Germany’s bid is not without merit. The Type 212CD carries genuine advantages for Arctic under-ice operations, a key Canadian requirement. And TKMS has made an aggressive counter-move on delivery, proposing to reprioritize production slots currently allocated to Germany and Norway, and offering Canada first position on the line to meet Ottawa’s 2035 deadline.
That directly addressed what had been considered Berlin’s principal vulnerability since the Ukraine conflict exposed European defense production bottlenecks.
Both sides also have launched sweeping industrial offset campaigns. Hanwha Ocean has formed technology alliances with more than 70 Canadian partners, including CAE and MDA Space, and proposed establishing the Hanwha Arctic Defense Innovation Center for joint research and development.
It has further announced plans to produce armored vehicles entirely in Canada through a partnership with the Automotive Parts Manufacturers’ Association, procuring local steel and aluminum.
TKMS has integrated its bid with a broad German-Norwegian investment package that spans critical minerals, artificial intelligence and automotive battery production.
This contest reflects something larger than a single procurement, and the submarine sector can be no exception to a pattern Korea has repeated across every industry it has entered.
In the 1970s, a shipyard rose from bare earth, financed with British capital and guided by Norwegian engineers.
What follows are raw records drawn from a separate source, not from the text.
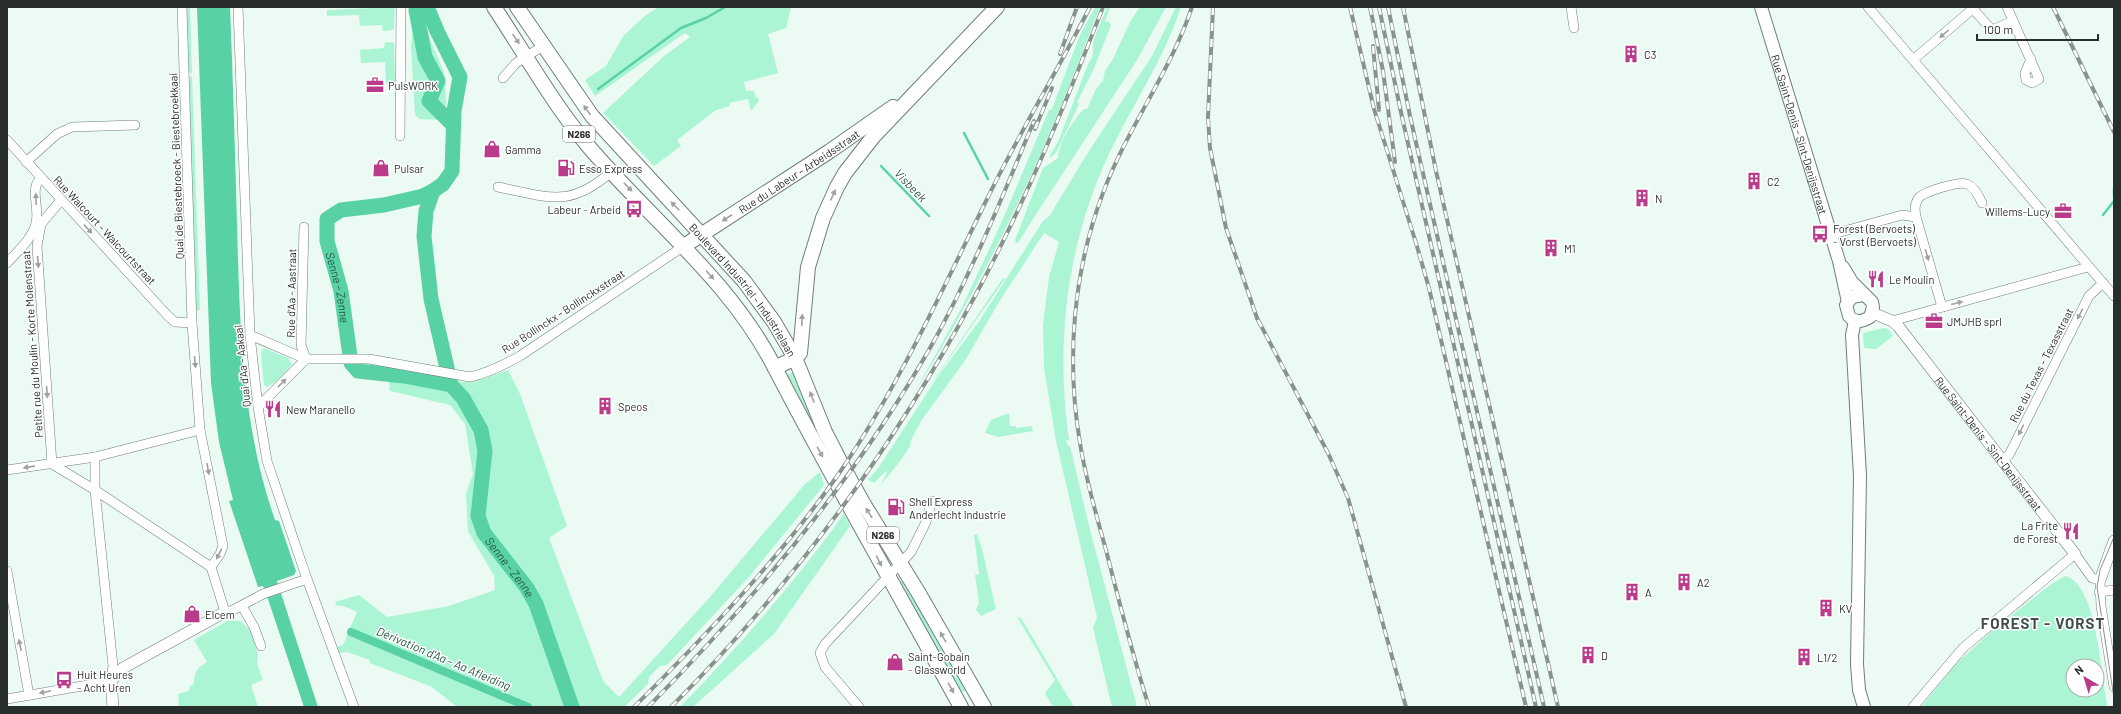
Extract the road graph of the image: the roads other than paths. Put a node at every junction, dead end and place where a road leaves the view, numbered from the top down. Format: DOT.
graph roads {
  1 [pos="182,7"];
  2 [pos="238,7"];
  3 [pos="401,7"];
  4 [pos="494,7"];
  5 [pos="517,7"];
  6 [pos="997,7"];
  7 [pos="1570,7"];
  8 [pos="1761,7"];
  9 [pos="1869,7"];
  10 [pos="2007,7"];
  11 [pos="1974,8"];
  12 [pos="2013,21"];
  13 [pos="1574,28"];
  14 [pos="543,46"];
  15 [pos="527,56"];
  16 [pos="2031,59"];
  17 [pos="1914,60"];
  18 [pos="502,78"];
  19 [pos="913,94"];
  20 [pos="135,125"];
  21 [pos="858,133"];
  22 [pos="400,136"];
  23 [pos="7,140"];
  24 [pos="869,142"];
  25 [pos="830,151"];
  26 [pos="26,162"];
  27 [pos="612,171"];
  28 [pos="845,173"];
  29 [pos="41,178"];
  30 [pos="498,187"];
  31 [pos="61,200"];
  32 [pos="1982,203"];
  33 [pos="1916,217"];
  34 [pos="38,223"];
  35 [pos="304,227"];
  36 [pos="702,234"];
  37 [pos="1830,235"];
  38 [pos="26,241"];
  39 [pos="37,246"];
  40 [pos="684,246"];
  41 [pos="1839,261"];
  42 [pos="7,263"];
  43 [pos="2088,267"];
  44 [pos="2103,283"];
  45 [pos="1863,295"];
  46 [pos="2114,296"];
  47 [pos="1848,302"];
  48 [pos="1942,307"];
  49 [pos="1873,312"];
  50 [pos="1855,321"];
  51 [pos="1892,321"];
  52 [pos="192,323"];
  53 [pos="250,335"];
  54 [pos="795,358"];
  55 [pos="306,359"];
  56 [pos="775,368"];
  57 [pos="258,407"];
  58 [pos="200,430"];
  59 [pos="95,457"];
  60 [pos="2003,460"];
  61 [pos="52,464"];
  62 [pos="7,470"];
  63 [pos="95,490"];
  64 [pos="932,501"];
  65 [pos="2114,541"];
  66 [pos="2075,554"];
  67 [pos="900,563"];
  68 [pos="211,567"];
  69 [pos="7,572"];
  70 [pos="888,576"];
  71 [pos="302,580"];
  72 [pos="2100,580"];
  73 [pos="2114,590"];
  74 [pos="2099,592"];
  75 [pos="242,606"];
  76 [pos="225,612"];
  77 [pos="11,623"];
  78 [pos="260,646"];
  79 [pos="2112,670"];
  80 [pos="111,681"];
  81 [pos="2114,687"];
  82 [pos="29,695"];
  83 [pos="7,700"];
  84 [pos="1915,703"];
  85 [pos="113,707"];
  86 [pos="354,707"];
  87 [pos="859,707"];
  88 [pos="961,707"];
  89 [pos="984,707"];
  90 [pos="1864,707"];
  91 [pos="1909,707"];
  1 -- 52 [label="street, Quai de Biestebroeck - Biestebroekkaai"];
  2 -- 53 [label="street, Quai d'Aa - Aakaai"];
  3 -- 22 [label="street"];
  4 -- 15 [label="main road, Boulevard Industriel - Industrielaan / N266, one-way"];
  5 -- 14 [label="main road, Boulevard Industriel - Industrielaan / N266"];
  6 -- 19 [label="main road"];
  7 -- 13 [label="street"];
  8 -- 37 [label="main road, Rue Saint-Denis - Sint-Denijsstraat"];
  9 -- 17 [label="street"];
  10 -- 12 [label="street"];
  11 -- 12 [label="street"];
  11 -- 17 [label="street, one-way"];
  12 -- 16 [label="street"];
  14 -- 15 [label="street"];
  36 -- 14 [label="main road, Boulevard Industriel - Industrielaan / N266, one-way"];
  15 -- 18 [label="street"];
  15 -- 27 [label="main road, Boulevard Industriel - Industrielaan / N266"];
  17 -- 43 [label="street"];
  19 -- 21 [label="main road, Rue du Labeur - Arbeidsstraat"];
  19 -- 24 [label="main road"];
  20 -- 26 [label="street"];
  21 -- 24 [label="main road"];
  21 -- 25 [label="main road, Rue du Labeur - Arbeidsstraat"];
  23 -- 26 [label="street, Rue Walcourt - Walcourtstraat"];
  24 -- 28 [label="main road"];
  25 -- 28 [label="main road"];
  25 -- 36 [label="main road, Rue du Labeur - Arbeidsstraat, one-way"];
  26 -- 29 [label="street, Rue Walcourt - Walcourtstraat"];
  27 -- 30 [label="street"];
  27 -- 40 [label="main road, Boulevard Industriel - Industrielaan / N266, one-way"];
  54 -- 28 [label="main road, one-way"];
  29 -- 31 [label="street, Rue Walcourt - Walcourtstraat"];
  34 -- 29 [label="street, Petite rue du Moulin - Korte Molenstraat, one-way"];
  31 -- 34 [label="street"];
  31 -- 52 [label="street, Rue Walcourt - Walcourtstraat, one-way"];
  32 -- 33 [label="street"];
  33 -- 37 [label="street"];
  33 -- 48 [label="street, one-way"];
  34 -- 38 [label="street"];
  34 -- 39 [label="street, Petite rue du Moulin - Korte Molenstraat"];
  35 -- 55 [label="street, Rue d'Aa - Aastraat"];
  36 -- 40 [label="main road, Rue du Labeur - Arbeidsstraat"];
  36 -- 54 [label="main road, Boulevard Industriel - Industrielaan / N266"];
  37 -- 41 [label="main road, Rue Saint-Denis - Sint-Denijsstraat"];
  38 -- 39 [label="street"];
  38 -- 42 [label="street"];
  39 -- 61 [label="street, Petite rue du Moulin - Korte Molenstraat, one-way"];
  40 -- 55 [label="street, Rue Bollinckx - Bollinckxstraat"];
  40 -- 56 [label="main road, Boulevard Industriel - Industrielaan / N266, one-way"];
  41 -- 45 [label="main road, Rue Saint-Denis - Sint-Denijsstraat"];
  41 -- 47 [label="main road, Rue Saint-Denis - Sint-Denijsstraat"];
  43 -- 44 [label="street"];
  48 -- 43 [label="street, one-way"];
  44 -- 46 [label="street"];
  44 -- 60 [label="street, Rue du Texas - Texasstraat, one-way"];
  45 -- 47 [label="main road"];
  45 -- 49 [label="main road, Rue Saint-Denis - Sint-Denijsstraat"];
  47 -- 50 [label="main road, Rue Saint-Denis - Sint-Denijsstraat"];
  48 -- 51 [label="street"];
  49 -- 50 [label="main road"];
  49 -- 51 [label="street, Rue Saint-Denis - Sint-Denijsstraat"];
  50 -- 90 [label="main road"];
  51 -- 60 [label="street, Rue Saint-Denis - Sint-Denijsstraat"];
  52 -- 58 [label="street, Quai de Biestebroeck - Biestebroekkaai, one-way"];
  53 -- 55 [label="street, Rue Bollinckx - Bollinckxstraat"];
  53 -- 57 [label="street, Quai d'Aa - Aakaai"];
  54 -- 56 [label="main road"];
  67 -- 54 [label="main road, Boulevard Industriel - Industrielaan / N266, one-way"];
  57 -- 55 [label="street, one-way"];
  56 -- 70 [label="main road, Boulevard Industriel - Industrielaan / N266, one-way"];
  57 -- 71 [label="street, Quai d'Aa - Aakaai"];
  58 -- 59 [label="street"];
  58 -- 68 [label="street, Quai de Biestebroeck - Biestebroekkaai, one-way"];
  59 -- 61 [label="street"];
  59 -- 63 [label="street"];
  60 -- 66 [label="street, Rue Saint-Denis - Sint-Denijsstraat"];
  61 -- 62 [label="street, one-way"];
  61 -- 63 [label="street"];
  63 -- 68 [label="street"];
  63 -- 80 [label="street"];
  64 -- 67 [label="street"];
  65 -- 72 [label="street"];
  66 -- 72 [label="street, Rue Saint-Denis - Sint-Denijsstraat"];
  66 -- 84 [label="street"];
  67 -- 70 [label="street"];
  89 -- 67 [label="main road, Boulevard Industriel - Industrielaan / N266, one-way"];
  68 -- 76 [label="street"];
  69 -- 77 [label="street"];
  70 -- 87 [label="street"];
  70 -- 88 [label="main road, Boulevard Industriel - Industrielaan / N266, one-way"];
  71 -- 75 [label="street"];
  71 -- 86 [label="street, Quai d'Aa - Aakaai"];
  72 -- 74 [label="street"];
  73 -- 74 [label="street"];
  74 -- 79 [label="street"];
  75 -- 76 [label="street"];
  75 -- 78 [label="street"];
  76 -- 80 [label="street"];
  82 -- 77 [label="street, one-way"];
  79 -- 81 [label="street"];
  80 -- 82 [label="street, one-way"];
  80 -- 85 [label="street"];
  82 -- 83 [label="street"];
  84 -- 91 [label="street"];
}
Korea had never built a vessel above 5,000 tons, yet simultaneously launched ships exceeding 200,000 tons.
The sweat and tears of that era survive today in the LNG carriers Korean yards build for a global market they now lead.
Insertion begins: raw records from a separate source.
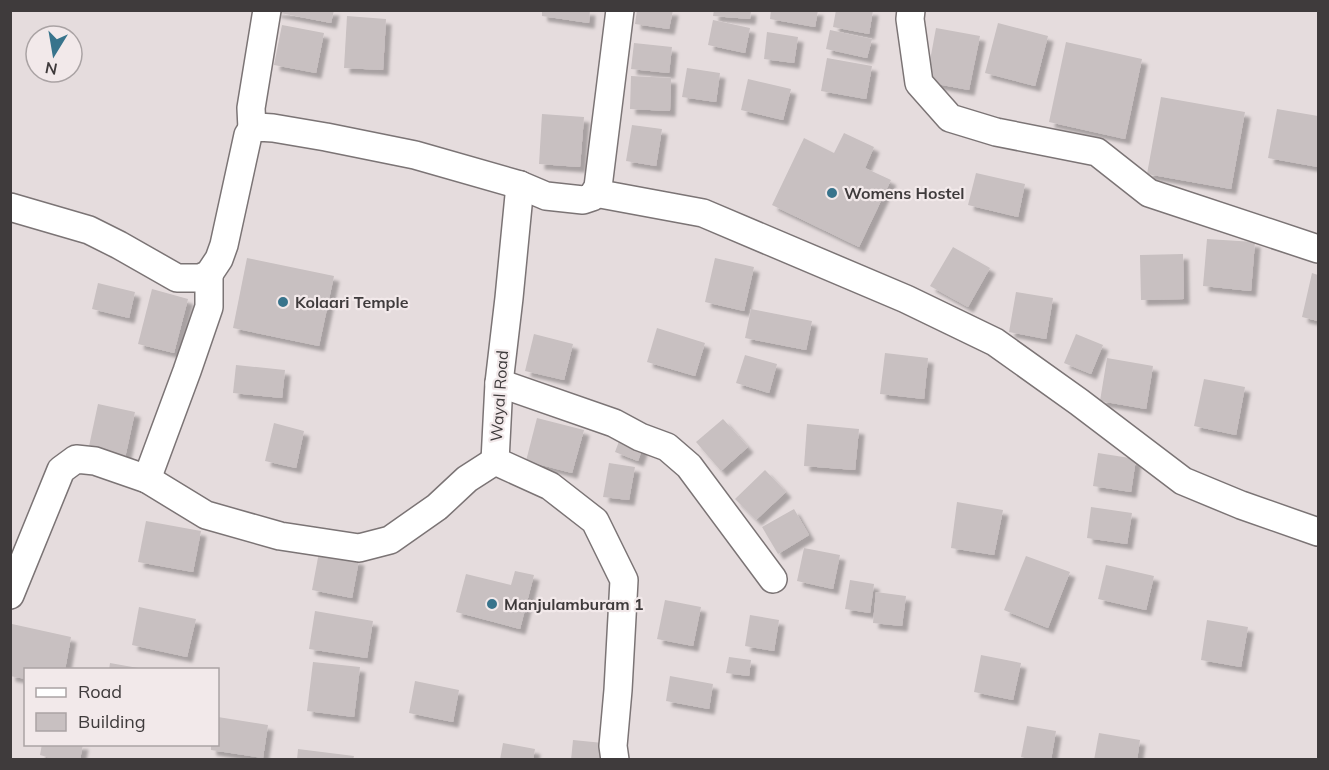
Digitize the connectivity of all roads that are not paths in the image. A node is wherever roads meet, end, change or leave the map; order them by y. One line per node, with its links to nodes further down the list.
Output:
1 (267, 10): 4 (street)
2 (620, 10): 6 (street)
3 (911, 10): 8 (street)
4 (252, 129): 5 (street); 9 (street)
5 (520, 185): 6 (street); 10 (street, Wayal Road)
6 (595, 193): 13 (street)
7 (10, 207): 9 (street)
8 (1318, 249)
9 (208, 274): 12 (street)
10 (499, 383): 11 (street, Wayal Road); 14 (street)
11 (495, 461): 12 (street); 16 (street, Wayal Road)
12 (147, 479): 15 (street)
13 (1318, 532)
14 (773, 579)
15 (10, 595)
16 (615, 759)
POSCO was constructed with Japanese reparations funds and technical guidance from Japan’s leading steelmakers, and eventually surpassed every one of its teachers.
Samsung entered semiconductors in the late 1980s when Japan controlled roughly half of the global market, and then deliberately skipped an entire product generation — developing third-generation chips while Japan remained committed to the second — and drove Japan from the field. Korea holds that dominance in high-bandwidth memory to this day.
The KSS-III, designed and built entirely without German assistance, is the latest expression of that same national DNA. The submarine sector can be no exception. Whether Seoul completes the arc, surpassing the very country that first taught it to build submarines, will be decided in Ottawa, and very shortly.
Nohsok Choi is the former chief editor of the Kyunghyang Shinmun and former Paris correspondent. He serves as president of the Kyunghyang Shinmun Alumni Association, president of the Korean Media & Culture Forum and CEO of the YouTube channel One World TV. The views expressed in this commentary are his own.